The New York Times

Downward Social Mobility: the Glass-Floor Problem

When it comes to the economic malaise facing America, the biggest problem is not the widening gap between rich and poor, but the stagnation of social mobility. When the income gap of one generation becomes an opportunity gap for the next, inequality hardens into social stratification.

Eliminating the income gap is relatively straightforward (if politically fraught): raise taxes and expand government assistance for lower-income workers. Kick-starting social mobility, once it has slowed, is much more difficult.

It is important to be clear what we are talking about. There are two distinct kinds of intergenerational mobility. Absolute mobility is a measure of whether a person is financially better off than his or her parents were at the same age.

Relative mobility, in contrast, is a measure of which rung of the income ladder a person lands on, compared with his or her parents’ position. If everyone made twice what their parents did, everyone is upwardly mobile, in absolute terms — but since their rank position on the income ladder is the same as their parents’, relative mobility would be zero.

We can improve rates of upward absolute mobility by simply expanding the economy. But improving rates of upward relative mobility from the bottom comes with a sting in the tail: it requires more downward mobility from the top.

It is well known that in the United States, income distribution has a “sticky floor.” Two-fifths of children born into the poorest fifth of households remain there as adults.

But it is sticky at the top, too: the same odds apply to those born into the richest fifth.

It is a stubborn mathematical fact that the top fifth of the income distribution can accommodate only 20 percent of the population. If we want more poor kids climbing the ladder of relative mobility, we need more rich kids sliding down the chutes.

Even the most liberal parents are unlikely to be comfortable with the idea that their own children should fall down the scale in the name of making room for a smarter kid from a poorer home. They invest large amounts of economic, social and cultural capital to keep their own children high up the social scale. As they should: there is nothing wrong with parents doing the best by their children.

The problem comes if institutional frameworks in, say, the higher education system or the labor market are distorted in favor of the powerful — a process the sociologist Charles Tilly labeled “opportunity hoarding.” The less talented children of the affluent are able to defy social gravity and remain at the top of the ladder, reducing the number of places open to those from less fortunate backgrounds.

One potential danger zone for opportunity hoarding is access to higher education.
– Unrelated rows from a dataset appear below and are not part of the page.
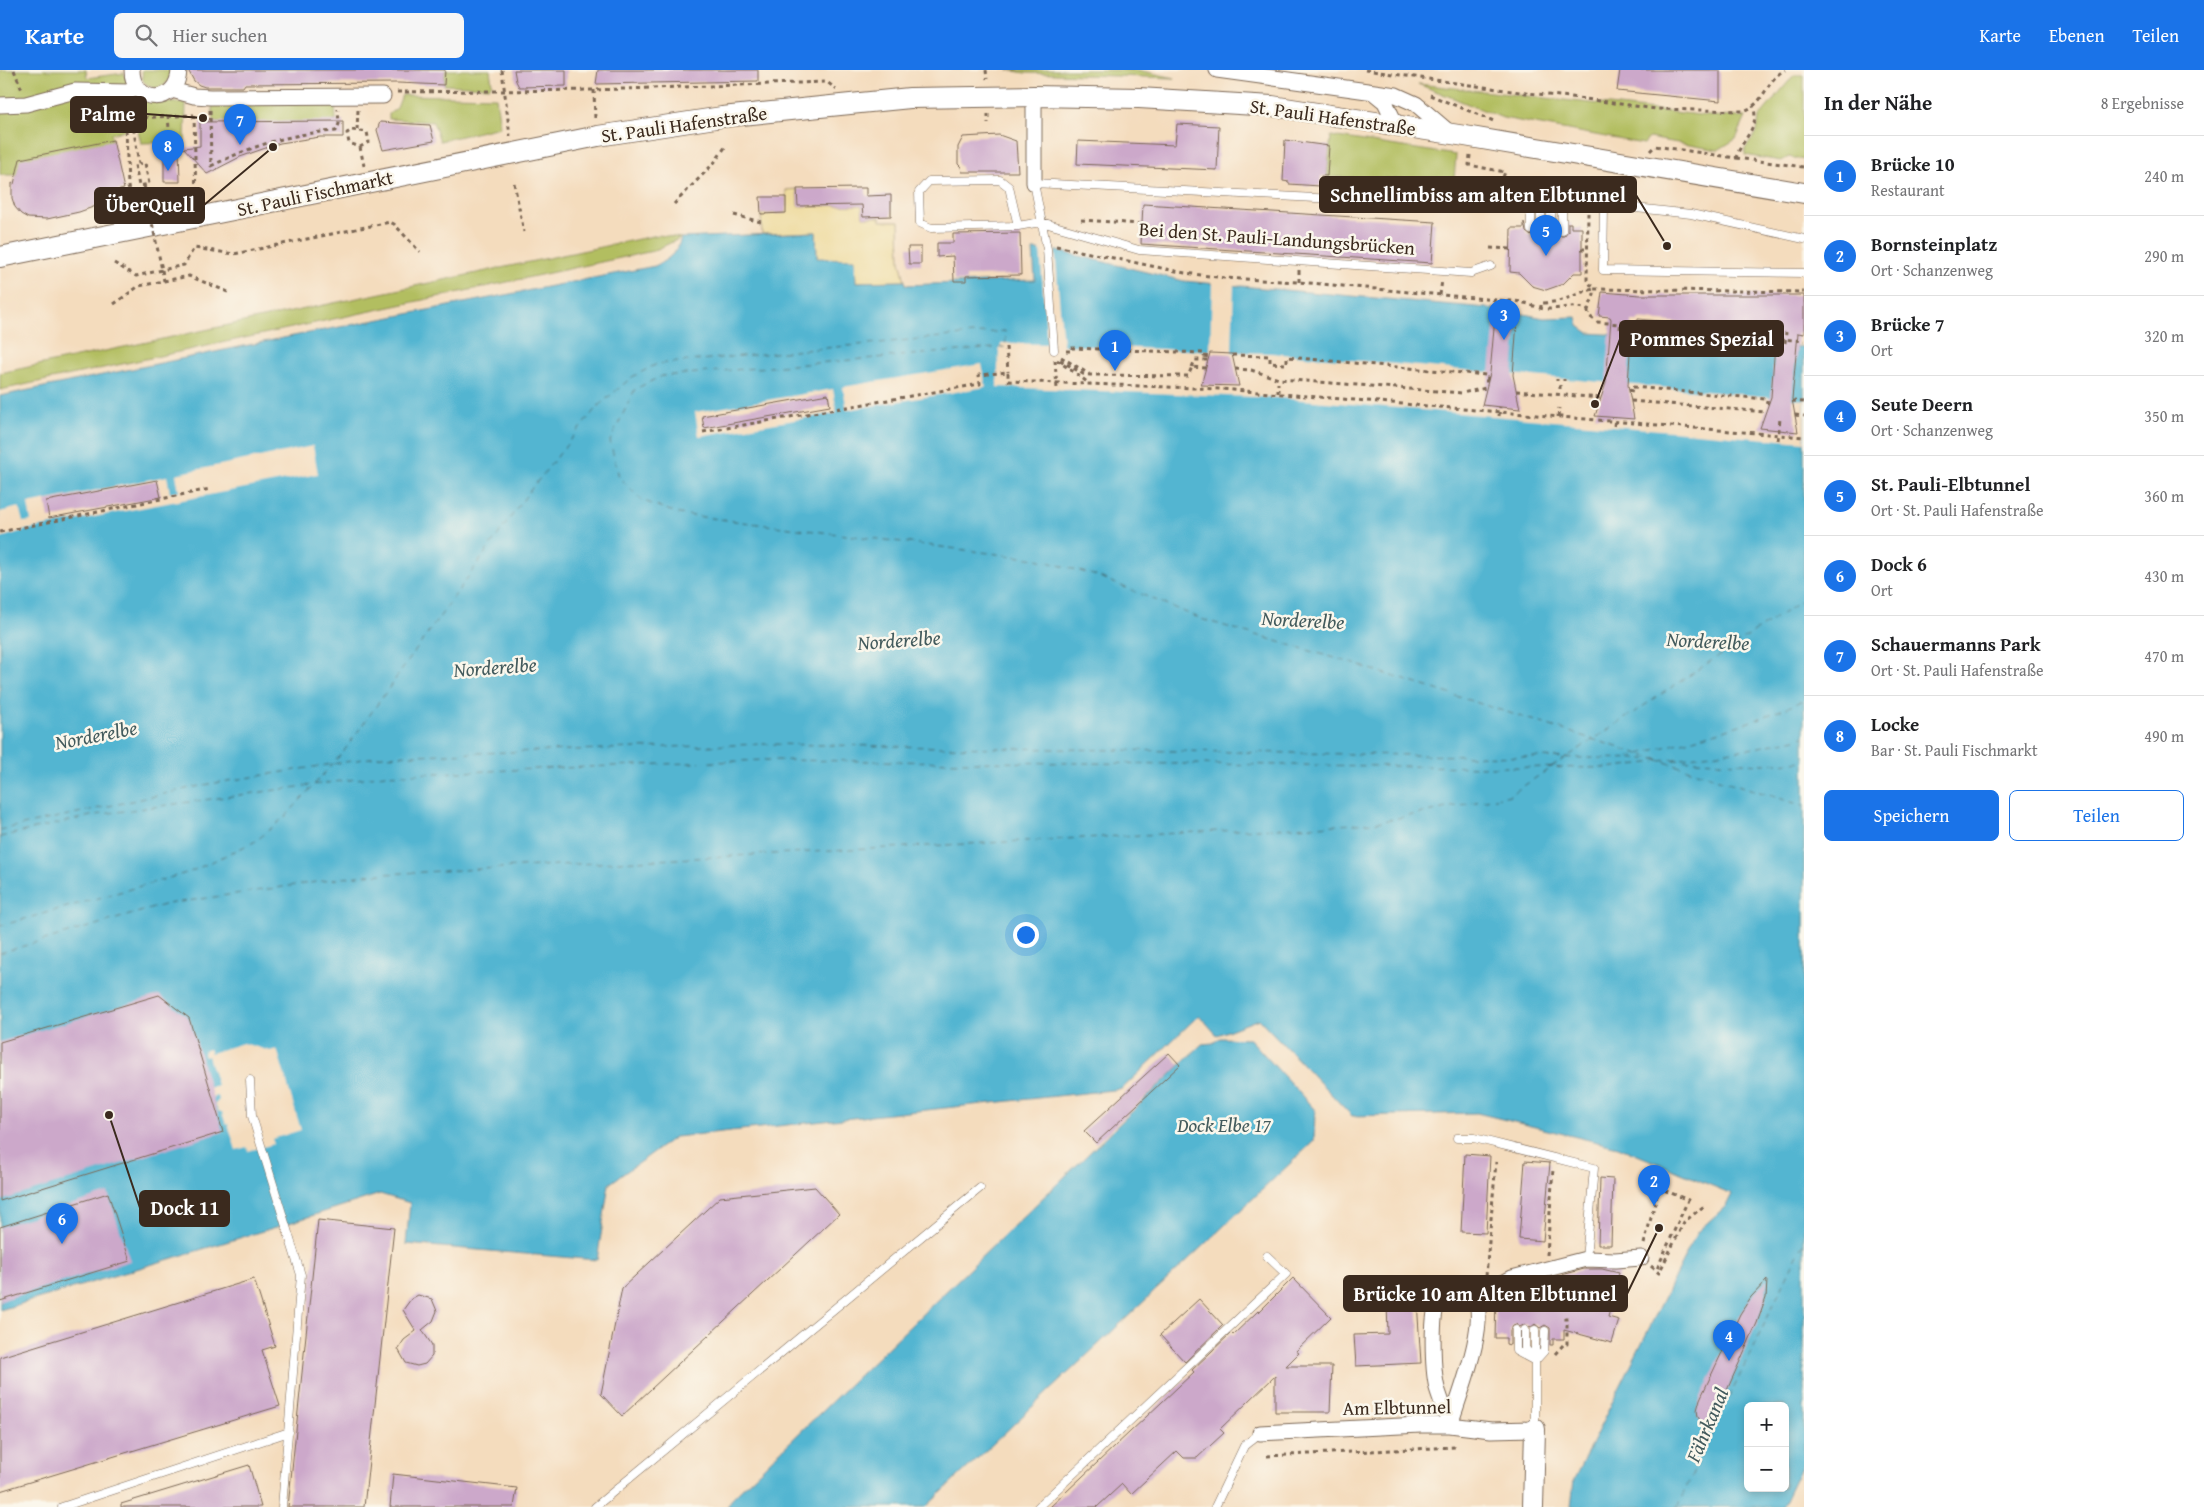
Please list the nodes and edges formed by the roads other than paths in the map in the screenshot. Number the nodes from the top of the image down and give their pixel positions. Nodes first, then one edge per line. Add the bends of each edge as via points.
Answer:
1 (132, 70) edge
2 (178, 70) edge
3 (1217, 70) edge
4 (1376, 86) junction
5 (132, 89) junction
6 (172, 90) junction
7 (383, 96) road end
8 (1034, 96) junction
9 (0, 105) edge
10 (1396, 125) junction
11 (1450, 133) junction
12 (512, 152) joint
13 (1034, 183) junction
14 (1804, 193) edge
15 (1530, 199) junction
16 (1542, 199) junction
17 (1604, 206) junction
18 (1041, 222) junction
19 (1018, 226) junction
20 (1531, 230) dead end
21 (1541, 230) dead end
22 (1551, 231) dead end
23 (1562, 231) dead end
24 (1804, 239) edge
25 (0, 257) edge
26 (1491, 266) dead end
27 (1804, 273) edge
28 (1055, 354) road end
29 (250, 1080) dead end
30 (1457, 1138) dead end
31 (980, 1188) dead end
32 (1268, 1256) dead end
33 (1641, 1258) road end
34 (1586, 1259) junction
35 (1481, 1294) junction
36 (1516, 1330) dead end
37 (1525, 1330) dead end
38 (1535, 1330) dead end
39 (1545, 1331) dead end
40 (1535, 1361) junction
41 (1450, 1425) junction
42 (1535, 1429) junction
43 (289, 1432) junction
44 (1260, 1433) joint
45 (62, 1507) edge
46 (282, 1507) edge
47 (595, 1507) edge
48 (1038, 1507) edge
49 (1214, 1507) edge
50 (1533, 1507) edge

1 - 5 street
2 - 6 street
3 - 4 street
4 - 10 street
4 - 11 street via 1410,101
5 - 6 street via 152,96
5 - 9 street via 75,91 26,104
6 - 7 street via 210,97
8 - 10 main road, St. Pauli Hafenstraße via 1272,106
8 - 12 main road, St. Pauli Hafenstraße via 910,98 858,103 673,124
8 - 13 street
10 - 11 main road, St. Pauli Hafenstraße
11 - 14 main road, St. Pauli Hafenstraße
12 - 25 main road, St. Pauli Fischmarkt
13 - 15 lane via 1445,205
13 - 18 lane
15 - 16 lane
15 - 20 lane
16 - 21 lane
16 - 22 lane via 1551,199
17 - 23 lane via 1562,200
17 - 24 lane via 1691,214
17 - 27 lane via 1603,270
18 - 19 lane
18 - 26 lane, Bei den St. Pauli-Landungsbrücken via 1139,250 1471,273
18 - 28 lane via 1047,248
19 - 19 lane via 1009,187 1000,180 929,182 919,192 920,223 932,228
29 - 43 lane via 252,1116 301,1275
30 - 34 lane via 1474,1138 1594,1168
31 - 47 lane
32 - 48 lane via 1286,1274
33 - 34 street
34 - 35 street via 1512,1278
35 - 41 street via 1476,1346
35 - 41 street via 1449,1292 1443,1295 1435,1308 1437,1386
36 - 40 lane via 1516,1351
37 - 40 lane via 1525,1348
38 - 40 lane
39 - 40 lane via 1544,1351
40 - 42 lane
41 - 42 street, Am Elbtunnel via 1491,1430
41 - 44 street, Am Elbtunnel
42 - 50 main road
43 - 45 lane
43 - 46 lane
44 - 49 lane via 1244,1446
College matters a lot for social mobility. For someone from a poor background, getting a four-year degree virtually guarantees upward mobility. Elite colleges act as gateways to the best career paths. Getting more poor kids into colleges, and getting the brightest into the best colleges, ought to be a national mission.

As part of his move to increase the accountability of colleges, President Obama has proposed a financial “bonus” for institutions that graduate more students whose lower income makes them eligible for Pell Grants. And that’s a good start. But colleges themselves need to be much more aggressive.

There are tens of thousands of high-schoolers smart enough to go to selective colleges, who don’t even apply. Those who do, and who get in, graduate at high rates.

Elite colleges should also get rid of one aspect of affirmative action: the bias in favor of applicants who are children of alumni. Harvard accepts 30 percent of these “legacy” applicants, compared to a 6 percent overall rate.

Of course, most graduates of schools like Harvard feed into the affluent strata of society, and are able to immerse their children in extracurricular activities and test prep classes. So their children will be clustered among the top end of the applicant pool.

But the enormous discrepancy between legacy and average acceptance rates indicates that there is something else at work: namely, opportunity hoarding that impedes relative social mobility.

At the very least, schools like Harvard should try much harder to keep their legacy-admission rates in line with their overall admission rates.

Opportunity hoarding can also occur in the allocation of workplace positions. Half of all jobs are found through family or friends, and these informal networks are likely to perpetuate existing inequalities.

It is hard to do much about the paid side of the job market. But we can do something about unpaid internships. These have become more commonplace and, in many cases, an important first step on a lucrative career ladder. As they are unpaid, they automatically favor the affluent. Effectively unregulated, they can also be handed out to the children of clients or friends.

One step would be to expand and more stringently enforce minimum wage laws, so that fewer positions were unpaid and thus off limits to young people who needed to work for a living.

Firms should allocate internships through an open, competitive process, and should pay a levy for every unpaid internship position, with the proceeds going into a national or state pool to provide living expenses to lower-income interns.

These opportunities — an undergraduate degree from Harvard or Yale, an internship at a senator’s office — are valuable precisely because of their scarcity. They are therefore the ones at most risk of being hoarded.

These solutions may sound easy, but they are not. While politicians discuss social mobility as a pain-free goal, the unspoken, uncomfortable truth is that relative mobility is a zero-sum game. Opening more doors to applicants from low-income backgrounds often means closing more doors to affluent applicants.

This is delicate territory. Nobody wants parents to stop trying hard for their children. But nor do we want a society in which the social market is rigged in favor of those born into affluence. If we want a competitive economy and an open society, we need the best and brightest to succeed. This means some of the children of the affluent must fail.